We get off the highway as it touches the southern coast. The air is hot and dry, the sun is intense. The coastal local road passes through villages that are barely that.
Houses are small and they vary from teetering and run down, to quite pretty and very colorful. All make great use of windows and shades to create a flow of air. I don’t see a single A.C. unit. I am at one with these people!
At the side of the road, someone is having a snack. I'm thinking that our own breakfast (slightly less reptilian) was many hours ago.
In one hamlet, we pick up a narrow lane that heads toward a slip of land jutting into the Caribbean waters. Mangroves, Ed tells me. Ever since our plans to kayak the Everglades fell through, I have wanted to get a feel for these trees with salt water roots. We set out on foot, keeping away from the muddy inlets.
The area is enchanting if you can overcome your aversion to the occasional litter – an abandoned refrigerator, plastic, always the plastic, coke cans, worn out shoes. Ed tells me that in his sails to even the most remote islands, he’d find litter washed ashore. Plastic is a forever kind of menace.
If anything, it reminds me of how much each one of us has contributed to messing up the planet and how good it would be if we all rolled up our sleeves and cleaned it up. You know, so that the grandkids can run through sand and not see a single coke can. Dreams.
Still, the area is nowhere near as littered as the roadsides in the toe of southern Italy. The trash is an occasional thing, rather than an out and out eyesore.
We walk through the dryer section of the mangrove forest and the sun is really intense here. The still waters take on the colors of a swamp.
The noise of birds and the rustle of fleeing reptiles are evocative. At one point, I smell something rotting and I ask Ed ( in all seriousness) if there might be a corpse further in the swamp. He gives this a minute of thought. Maybe, he tells me.
There is a small path that leads us right at the water’s edge. It’s an absolutely perfect spot. There is a small barrier of sand and shell, creating a walkable, knee-deep sea wall of sorts. Ed and I wade out into the sea.
The shoreline is stunning from this vantage point, as are the islands of mangroves to the side.
We take a while to watch a crab move along the brittle sea floor and the pelicans do their hunting act, searching for schools of fish, falling with a big splash into the water upon finding one.
It’s getting to be late and we still want to see Ponce. We get back to the car and head further west.
I hear that Ponce is the self-proclaimed capital of this region. It’s a pretty little town. The old square with a stark white church surrounded by pastel buildings. The branching streets, equally pretty, have a feel of a slower pace. I like slow.

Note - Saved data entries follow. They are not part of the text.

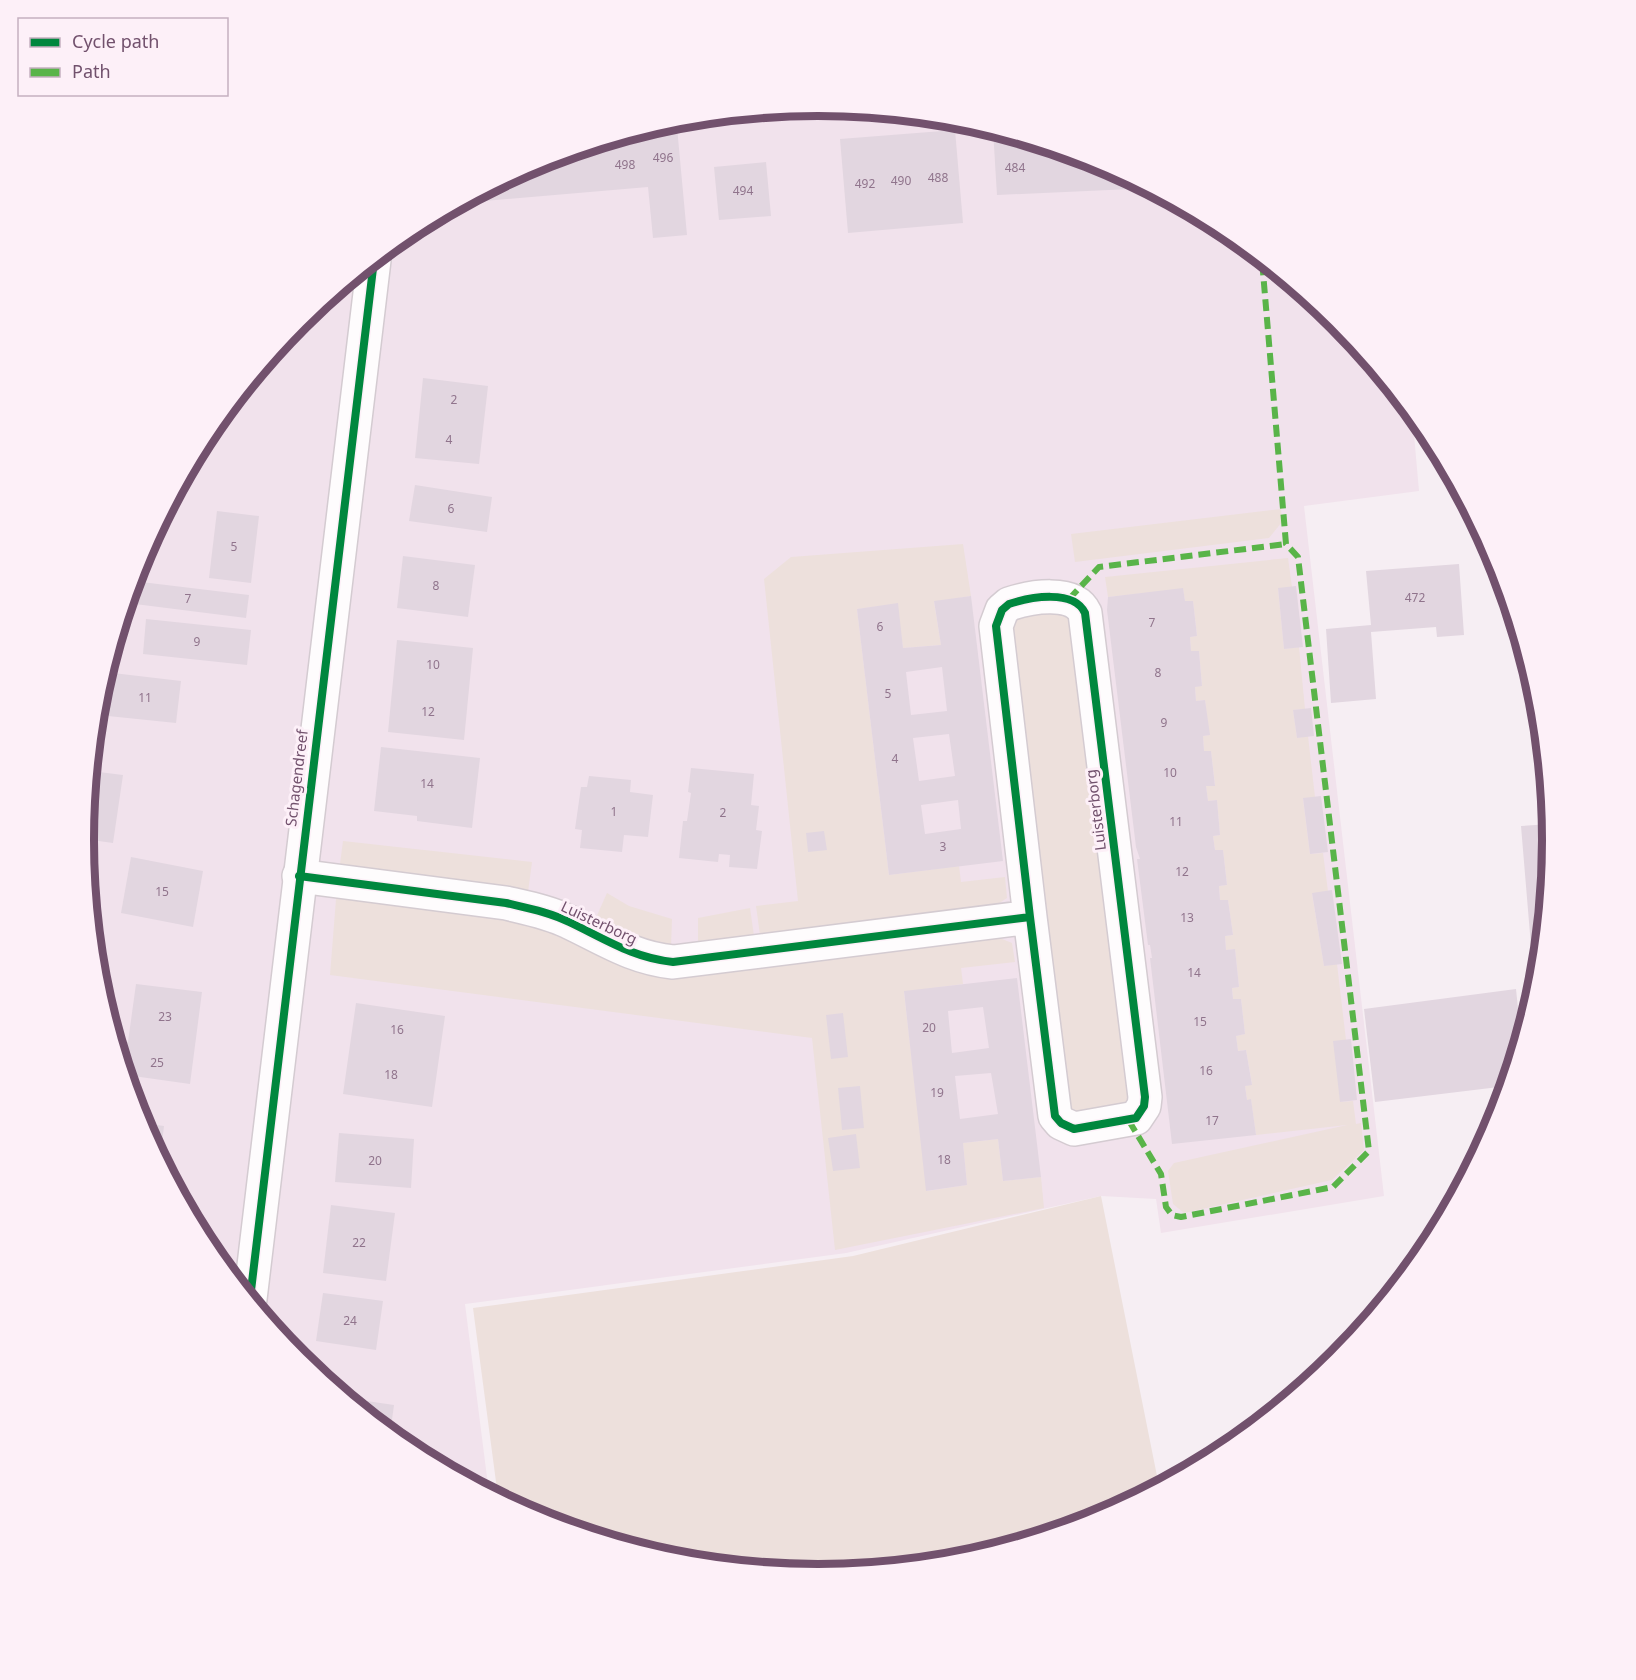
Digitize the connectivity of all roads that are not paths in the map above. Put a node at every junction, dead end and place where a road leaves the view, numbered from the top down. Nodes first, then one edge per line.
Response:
1 (373, 270) edge
2 (299, 876) junction
3 (1030, 917) junction
4 (251, 1289) edge

1 - 2 street, Schagendreef
2 - 3 street, Luisterborg
2 - 4 street, Schagendreef
3 - 3 street, Luisterborg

It does lack, in my mind, a café life, but that’s just me, not being able to imagine that a place with this kind of climate would not want to push everyone outdoors all the time. We do find a (indoor) spot for coffee just off the square and I settle for a small cubana (I swear she called it that) but con leche and Ed digs into a flan. The sole other patron orders something similar.
I read that the old Ponce harbor has been revamped, forming a nice public space and so we drive down to stroll there with the local folk: up the boardwalk and back again. The food stalls are a tad more spiffy than those along the northeastern coast, though the food is the same – fried seafoods, plantains, pastries filled with meat.
Along the dock, pelicans boldly vie for the attention of the visitors. They want an easy catch and the fish here are too big even for their voluptuous throats.
It’s an enchanting scene.
But I notice it’s already 5 and we need to make our way back to San Juan. I have one of those dawn flights out the next day. Four flights, actually. Ed managed to land a direct route from San Juan to Chicago. Me, I have to do it the hard way – with stops in Georgia, Florida and Michigan. Hoping to land in Madison, in spite of the blizzard. (Blizzard??? Are we for real???)
At the last minute, we book a room at the edge of old San Juan. It probably is a mistake. The hotel, with its casino, is exactly the type that would turn both of us off (big, very air conditioned, very loud). But I want to have at least a few night hours in the old city.
You have to know your limits. Put us in a room in a jungle, where the only sound is of birds cackling outside and the only cooling agent is a breeze passing from one window to the next, with the luxury of free WiFi too boot and we’re happy as anything. But here, in old San Juan, where Ed steps out onto the street because the pavement is too narrow to accommodate the crowds and gets bumped by a car trying to squeeze through, where every few blocks, you have the beggar, asking for money, because there are just so many people who obviously have it – makes us (and eureka! -- Ed and I are similar in this way) feel sad and weighed down.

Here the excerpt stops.